Lettuce farmer Andonis Vezyroglou is suffering from the effects of the Greek debt crisis, first hand.
“We expected some drop in sales,” he says. “But we did not have a clue what it would mean.”
So far, his sales have dropped between 20 and 25 percent in the past week, and he has no idea how much further they will go. “You’re not sure you’re at the bottom of the sea, until you can start going up.”
Vezyroglou and his father run a large lettuce farm in Alexandria, a small town outside of Thessaloniki, in northern Greece. They supply supermarkets and smaller retail outlets across the country.
Many of his suppliers are only accepting cash. For example, it takes longer for Vezyroglou to get the cellophane he needs to wrap his product. Excess product is being destroyed or given away. He’s already cut production plans for the rest of the year.
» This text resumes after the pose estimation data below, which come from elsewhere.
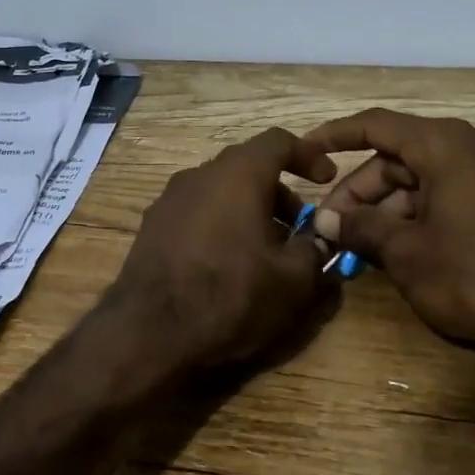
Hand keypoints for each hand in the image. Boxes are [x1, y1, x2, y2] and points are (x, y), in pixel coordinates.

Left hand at [108, 127, 338, 371]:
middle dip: (279, 191)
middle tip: (299, 226)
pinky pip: (197, 211)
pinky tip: (227, 263)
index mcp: (238, 174)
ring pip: (220, 190)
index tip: (326, 180)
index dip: (308, 155)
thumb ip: (314, 249)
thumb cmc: (230, 295)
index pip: (278, 141)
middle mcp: (200, 175)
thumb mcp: (291, 280)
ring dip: (249, 209)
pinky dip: (220, 223)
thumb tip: (321, 238)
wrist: (148, 332)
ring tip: (266, 251)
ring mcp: (170, 199)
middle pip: (248, 166)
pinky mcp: (152, 226)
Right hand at [303, 109, 474, 382]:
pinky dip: (413, 215)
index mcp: (446, 146)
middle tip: (328, 226)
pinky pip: (444, 194)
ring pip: (419, 179)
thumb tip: (325, 220)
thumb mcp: (405, 253)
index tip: (304, 151)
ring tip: (353, 245)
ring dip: (384, 208)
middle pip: (397, 157)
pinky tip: (389, 248)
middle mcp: (471, 147)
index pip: (377, 125)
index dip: (335, 135)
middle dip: (358, 190)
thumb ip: (360, 226)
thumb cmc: (473, 279)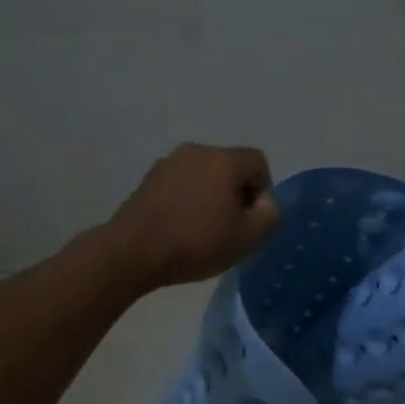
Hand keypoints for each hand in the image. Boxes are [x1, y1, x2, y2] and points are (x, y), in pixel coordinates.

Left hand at [108, 144, 278, 288]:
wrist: (133, 252)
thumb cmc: (197, 242)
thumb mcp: (249, 237)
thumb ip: (271, 214)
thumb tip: (265, 202)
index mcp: (223, 159)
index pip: (258, 162)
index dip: (263, 191)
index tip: (250, 219)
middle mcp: (196, 151)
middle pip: (231, 167)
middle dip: (237, 194)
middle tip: (230, 228)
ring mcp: (168, 163)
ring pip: (205, 176)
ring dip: (212, 198)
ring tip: (204, 230)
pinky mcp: (149, 179)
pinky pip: (182, 184)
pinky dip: (189, 201)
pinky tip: (181, 228)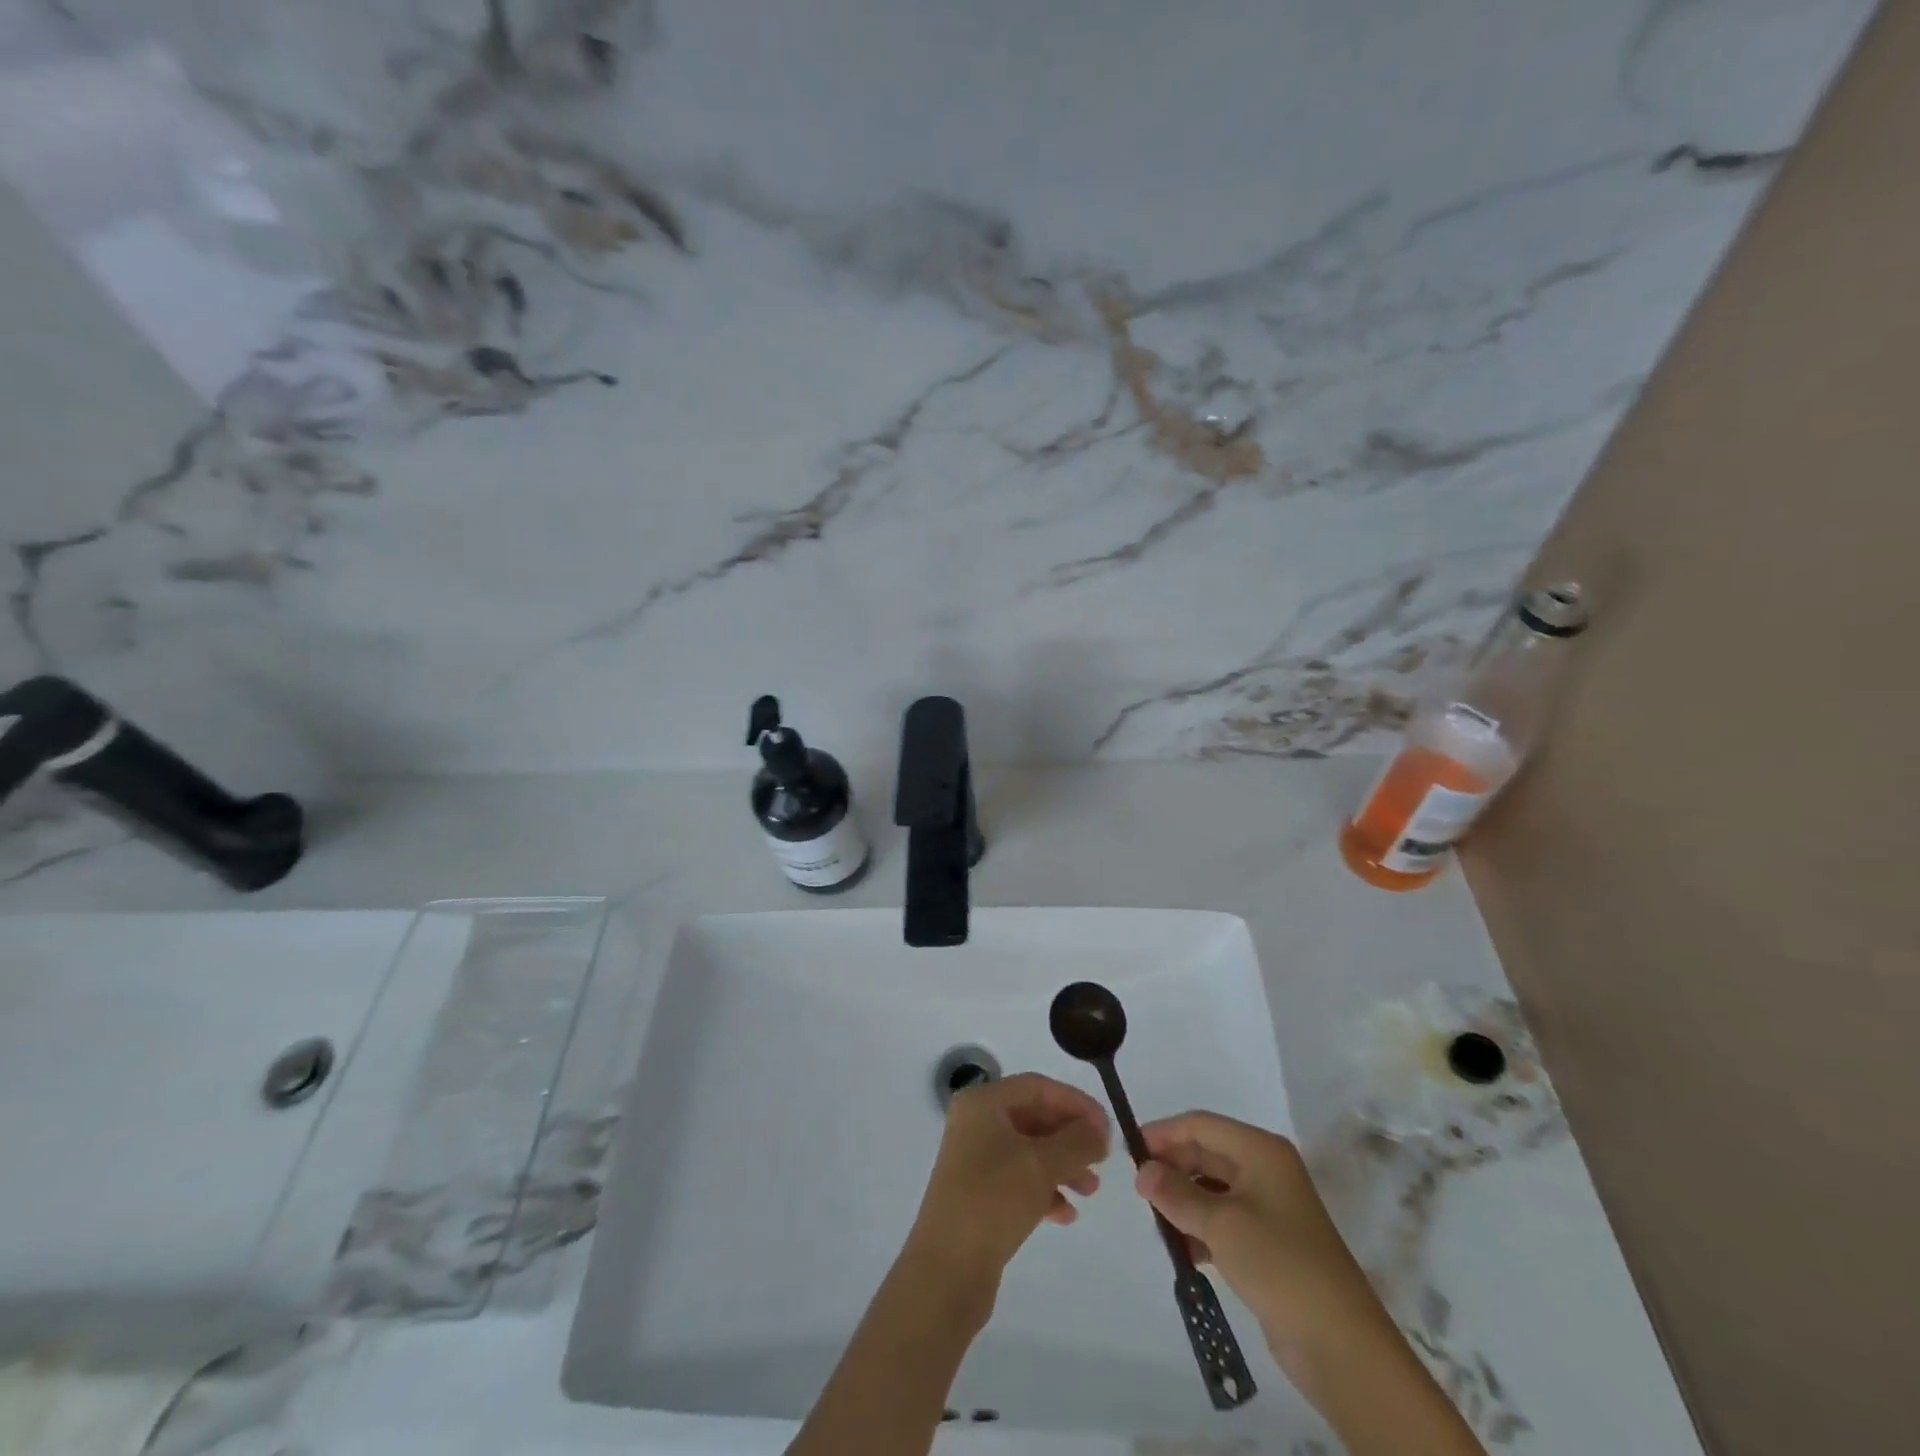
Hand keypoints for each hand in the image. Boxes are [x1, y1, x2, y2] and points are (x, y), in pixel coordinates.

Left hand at [906, 1072, 1109, 1283]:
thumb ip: (1077, 1141)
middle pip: (1034, 1117)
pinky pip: (1019, 1180)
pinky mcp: (979, 1194)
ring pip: (1029, 1151)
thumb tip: (1100, 1130)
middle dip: (1071, 1137)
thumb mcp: (1042, 1165)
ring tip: (1091, 1191)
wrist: (947, 1269)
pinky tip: (1067, 1215)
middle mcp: (976, 1124)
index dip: (1075, 1103)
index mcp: (983, 1103)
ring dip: (1063, 1166)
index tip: (1107, 1128)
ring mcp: (975, 1159)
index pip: (1037, 1087)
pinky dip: (1045, 1190)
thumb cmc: (994, 1200)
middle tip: (1102, 1160)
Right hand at [1135, 1111, 1394, 1370]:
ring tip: (1156, 1222)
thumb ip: (1176, 1194)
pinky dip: (1200, 1228)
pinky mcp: (1269, 1243)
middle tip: (1138, 1191)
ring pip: (1212, 1188)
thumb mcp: (1220, 1224)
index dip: (1163, 1133)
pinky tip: (1182, 1250)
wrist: (1341, 1344)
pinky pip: (1224, 1220)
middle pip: (1206, 1153)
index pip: (1201, 1125)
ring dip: (1184, 1201)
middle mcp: (1265, 1169)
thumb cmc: (1279, 1264)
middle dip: (1172, 1168)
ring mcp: (1269, 1207)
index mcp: (1260, 1150)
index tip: (1129, 1152)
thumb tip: (1143, 1172)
“He has one supplier from Holland,” says reporter, Lilah Raptopoulos, who met with the Vezyroglous, “who is asking for cash because they don’t trust the Greek banks. He may not have the cash because businesses, just like people, can’t just take out that amount of money from a bank. So he has to wait for a customer to pay him, for him to then pay this company, which is so mistrustful of the Greek banks that they’re sending a man to Greece to pick up this cash and bring it back to Holland.”
As a result the Vezyroglous are struggling to figure out how, physically, to pay their suppliers — and how their customers we'll pay them. Raptopoulos says they are also afraid “that there will be ‘haircuts’ on their bank accounts.”
“The good thing about their business is, it’s food,” Raptopoulos says. “People will always need food. Some [other] businesses are losing 80 percent of their business.
“The problem with their food, though,” she adds, “is that when people are pinched, they buy non-perishables; they don’t really buy lettuce and tomatoes and things like that.”